The profession of the writer, by contrast, depends upon freedom, and especially upon a fanatical absolutist commitment to freedom of expression. As Nabokov said in a 1964 interview with Playboy,
[S]ince my youth — I was nineteen when I left Russia — my political creed has remained as bleak and changeless as an old gray rock. It is classical to the point of triteness. Freedom of speech, freedom of thought, freedom of art. The social or economic structure of the ideal state is of little concern to me.

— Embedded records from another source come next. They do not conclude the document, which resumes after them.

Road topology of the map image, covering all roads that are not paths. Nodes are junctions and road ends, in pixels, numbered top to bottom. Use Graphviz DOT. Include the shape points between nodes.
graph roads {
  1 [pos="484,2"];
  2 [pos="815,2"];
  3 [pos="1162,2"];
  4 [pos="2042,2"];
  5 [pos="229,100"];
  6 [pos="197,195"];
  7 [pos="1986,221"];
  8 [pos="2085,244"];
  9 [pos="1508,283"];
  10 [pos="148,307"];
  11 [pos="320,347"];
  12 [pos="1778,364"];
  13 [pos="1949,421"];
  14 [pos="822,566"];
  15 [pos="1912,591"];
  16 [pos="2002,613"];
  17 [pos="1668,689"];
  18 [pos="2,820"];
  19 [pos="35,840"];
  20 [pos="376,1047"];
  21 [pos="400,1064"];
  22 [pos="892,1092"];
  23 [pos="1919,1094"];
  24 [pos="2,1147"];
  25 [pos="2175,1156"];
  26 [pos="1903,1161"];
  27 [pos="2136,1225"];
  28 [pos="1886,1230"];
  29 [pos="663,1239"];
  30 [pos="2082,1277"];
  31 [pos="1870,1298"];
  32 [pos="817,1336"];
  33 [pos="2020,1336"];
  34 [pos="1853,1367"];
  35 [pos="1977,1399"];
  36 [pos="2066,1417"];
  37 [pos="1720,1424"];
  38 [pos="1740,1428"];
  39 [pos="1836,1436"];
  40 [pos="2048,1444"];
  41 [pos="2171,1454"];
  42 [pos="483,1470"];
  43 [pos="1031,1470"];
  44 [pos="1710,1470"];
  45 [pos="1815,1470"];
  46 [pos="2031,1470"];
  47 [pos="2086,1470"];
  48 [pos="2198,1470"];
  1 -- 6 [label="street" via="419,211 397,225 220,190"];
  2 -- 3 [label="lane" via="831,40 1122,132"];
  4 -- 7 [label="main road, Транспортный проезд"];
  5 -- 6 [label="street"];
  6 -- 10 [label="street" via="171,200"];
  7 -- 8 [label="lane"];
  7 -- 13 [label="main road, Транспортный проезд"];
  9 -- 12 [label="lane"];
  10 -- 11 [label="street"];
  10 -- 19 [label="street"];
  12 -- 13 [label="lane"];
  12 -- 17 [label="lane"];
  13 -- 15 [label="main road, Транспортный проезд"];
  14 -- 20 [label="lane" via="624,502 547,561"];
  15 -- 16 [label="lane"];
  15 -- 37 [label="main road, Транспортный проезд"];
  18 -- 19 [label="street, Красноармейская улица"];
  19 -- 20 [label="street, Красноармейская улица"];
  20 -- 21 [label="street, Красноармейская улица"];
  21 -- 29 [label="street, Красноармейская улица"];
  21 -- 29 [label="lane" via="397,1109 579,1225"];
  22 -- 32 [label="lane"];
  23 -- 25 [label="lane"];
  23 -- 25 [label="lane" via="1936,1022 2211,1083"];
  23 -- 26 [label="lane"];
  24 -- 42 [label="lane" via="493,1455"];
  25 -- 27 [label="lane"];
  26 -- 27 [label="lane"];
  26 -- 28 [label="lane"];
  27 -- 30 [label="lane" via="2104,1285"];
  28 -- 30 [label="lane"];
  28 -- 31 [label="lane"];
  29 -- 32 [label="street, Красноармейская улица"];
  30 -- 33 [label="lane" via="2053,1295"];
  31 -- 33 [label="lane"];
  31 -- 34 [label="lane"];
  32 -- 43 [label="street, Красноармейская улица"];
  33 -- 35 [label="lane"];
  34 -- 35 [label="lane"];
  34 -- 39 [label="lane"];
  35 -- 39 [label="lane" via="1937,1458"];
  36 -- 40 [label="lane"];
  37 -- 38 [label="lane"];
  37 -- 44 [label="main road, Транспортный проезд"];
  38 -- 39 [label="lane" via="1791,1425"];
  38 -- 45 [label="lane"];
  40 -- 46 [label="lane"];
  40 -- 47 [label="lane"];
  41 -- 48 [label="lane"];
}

Freedom of speech, freedom of thought, freedom of art: there is the only political creed which can unite all writers into a political party. Many prominent American writers have lost interest in freedom, however, and have become obsessed with a world that is divided between rich and poor. Small wonder, then, that more and more readers are losing interest in them.
The murderous political tyrant in Nabokov’s Bend Sinister upholds the doctrine of Ekwilism. (Say it aloud.) When Adam Krug begs, “Leave me alone,” the Ekwilists reply, “Alone is the vilest word in the lnaguage. Nobody is alone. When a cell in an organism says ‘leave me alone,’ the result is cancer.” They insist that Krug, an exceptional man, swear allegiance to a political régime founded upon hostility to the exceptional. They demand he submit to a political system dedicated to “a remolding of human individuals in conformity with a well-balanced pattern.”
Almost a thousand of the best contemporary writers have now joined the Ekwilist party, eagerly supporting the goals of radical leftist tyranny. It’s good, at least, to have them listed in one place.